III. An Aerial Perspective

When I was growing up, there was a poster of a 1986 color-etching by Richard Diebenkorn called “Green”hanging in the kitchen. It is from his Ocean Park series, which comprises over 100 prints made while he worked in a studio in the West Los Angeles neighborhood of Venice Beach. The images are abstract, with blue, green, white, red, and yellow shapes intersecting or overlapping, and lightly sketched lines visible underneath. They are not unlike blueprints, a kind of cartography, the aerial view of a landscape that has been divided into sections. In an interview for the Smithsonian, Diebenkorn laments, “It’s one thing that’s always missing for me in abstract painting, that I don’t have this kind of dialogue between something that can be, elements that can be wildly different and can be at war… or in extreme conflict.” Though the Ocean Park series immediately resonates as a depiction of the city, the lines that seem to delineate sectors, districts, communities, and neighborhoods from each other are drained of sociopolitical significance: a civic vision with the serene soundtrack of ocean surf and sea gulls. The city becomes a series of benign shapes pretty enough to hang on a gallery wall.

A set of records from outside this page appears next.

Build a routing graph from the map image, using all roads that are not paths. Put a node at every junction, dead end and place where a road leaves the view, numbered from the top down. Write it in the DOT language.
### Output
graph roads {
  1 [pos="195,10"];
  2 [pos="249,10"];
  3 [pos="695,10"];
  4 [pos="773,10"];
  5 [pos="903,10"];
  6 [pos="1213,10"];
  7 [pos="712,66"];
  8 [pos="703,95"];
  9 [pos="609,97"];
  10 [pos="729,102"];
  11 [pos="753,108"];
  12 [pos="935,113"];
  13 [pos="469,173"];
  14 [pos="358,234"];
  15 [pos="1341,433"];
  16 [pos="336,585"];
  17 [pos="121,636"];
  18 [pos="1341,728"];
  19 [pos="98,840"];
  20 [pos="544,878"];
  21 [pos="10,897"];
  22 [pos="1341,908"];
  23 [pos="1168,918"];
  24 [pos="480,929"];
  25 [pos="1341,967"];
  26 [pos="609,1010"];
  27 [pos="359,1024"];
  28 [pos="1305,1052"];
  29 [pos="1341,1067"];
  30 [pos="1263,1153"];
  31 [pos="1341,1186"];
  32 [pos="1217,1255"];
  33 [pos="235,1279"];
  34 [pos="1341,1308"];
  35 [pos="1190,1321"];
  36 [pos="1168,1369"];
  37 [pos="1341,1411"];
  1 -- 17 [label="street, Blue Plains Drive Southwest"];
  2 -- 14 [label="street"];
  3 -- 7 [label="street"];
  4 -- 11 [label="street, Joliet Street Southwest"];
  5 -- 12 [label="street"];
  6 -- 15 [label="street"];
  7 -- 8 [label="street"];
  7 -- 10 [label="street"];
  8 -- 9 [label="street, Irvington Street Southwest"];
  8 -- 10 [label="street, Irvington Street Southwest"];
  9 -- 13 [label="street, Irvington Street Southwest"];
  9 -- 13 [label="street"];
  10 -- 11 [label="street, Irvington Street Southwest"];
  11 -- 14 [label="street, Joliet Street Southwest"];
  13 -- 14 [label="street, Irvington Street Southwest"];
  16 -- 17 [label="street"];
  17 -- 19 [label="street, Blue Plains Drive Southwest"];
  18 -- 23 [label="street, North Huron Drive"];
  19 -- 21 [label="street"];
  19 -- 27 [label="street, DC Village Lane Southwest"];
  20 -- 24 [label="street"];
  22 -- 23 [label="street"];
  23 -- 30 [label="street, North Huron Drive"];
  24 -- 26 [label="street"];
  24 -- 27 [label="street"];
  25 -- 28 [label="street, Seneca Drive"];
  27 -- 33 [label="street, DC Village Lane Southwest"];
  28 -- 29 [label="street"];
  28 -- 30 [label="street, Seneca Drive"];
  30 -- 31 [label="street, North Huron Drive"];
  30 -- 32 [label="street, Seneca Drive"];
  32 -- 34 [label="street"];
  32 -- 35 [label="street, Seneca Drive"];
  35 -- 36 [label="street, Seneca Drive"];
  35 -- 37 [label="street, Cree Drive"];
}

In a mid-1990s article on the Los Angeles Police Department, Steve Herbert notes, “While discussing the possibility of hostile action, the sergeant repeatedly mentions the ‘vermin’ that plague Los Angeles, the various people who ‘don’t have a life.’” The article goes on to say that, “immoral areas are referred to as ‘dirty’ and in need of police territorial action. In these areas, which are likely to be heavily populated by minorities, officers believe that violence is an inherent part of life and thus that it must be met with violence. Space is thereby purified of its moral pollution and a sense of order is restored.”

The writer Mike Davis published the seminal book City of Quartz just two years before the Rodney King Riots of 1992. In it, he points out that police in Los Angeles had been encouraged to run rampant in poor minority areas, committing acts of violence in the name of the law. Black men in police custody were in danger of dying from “accidental” choke-hold killings, which were at one point blamed on the anatomy of the victim. In 1988, 88 police officers raided the 3900 block near Exposition Park, in search of gangs and weapons. Before taking 32 people into captivity, the officers “spray painted walls with slogans, such as ‘LAPD rules,’” and “punched and kicked” at residents. They were seen throwing “washing machines into bathtubs, pouring bleach over clothes, smashing walls and furniture with sledge hammers and axes, and ripping an outside stairwell away from one building.” Most bizarrely, the residents held in captivity were forced to whistle the theme song to The Andy Griffith Show while being beaten with fists and flashlights. While a small quantity of drugs was recovered, no gangs or weapons were found.

Davis notes that green spaces like Elysian Park were not just patrolled, but “occupied” by police. In a number of incidents, black and Latino children and young men attempting to enjoy open spaces, entertainment centers, and ballparks were frisked, “forced to kiss concrete,” arrested, and taunted with statements about how the area they’d trespassed upon was only “for rich white people.”

These incidents were a response to a shocking increase in gang activity that was beginning to spread through the city. But they may also be an explanation as to why, to the horror of Charlton Heston, the rapper Ice T wrote the following lines:

I got my black shirt on
I got my black gloves on
I got my ski mask on
This shit’s been too long
I got my twelve gauge sawed off
I got my headlights turned off
I’m bout to bust some shots off
I’m bout to dust some cops off.

This song, “Cop Killa,” became an anthem for some blacks, who clearly felt that they were under siege, whether they were in their own homes or dared venture beyond them.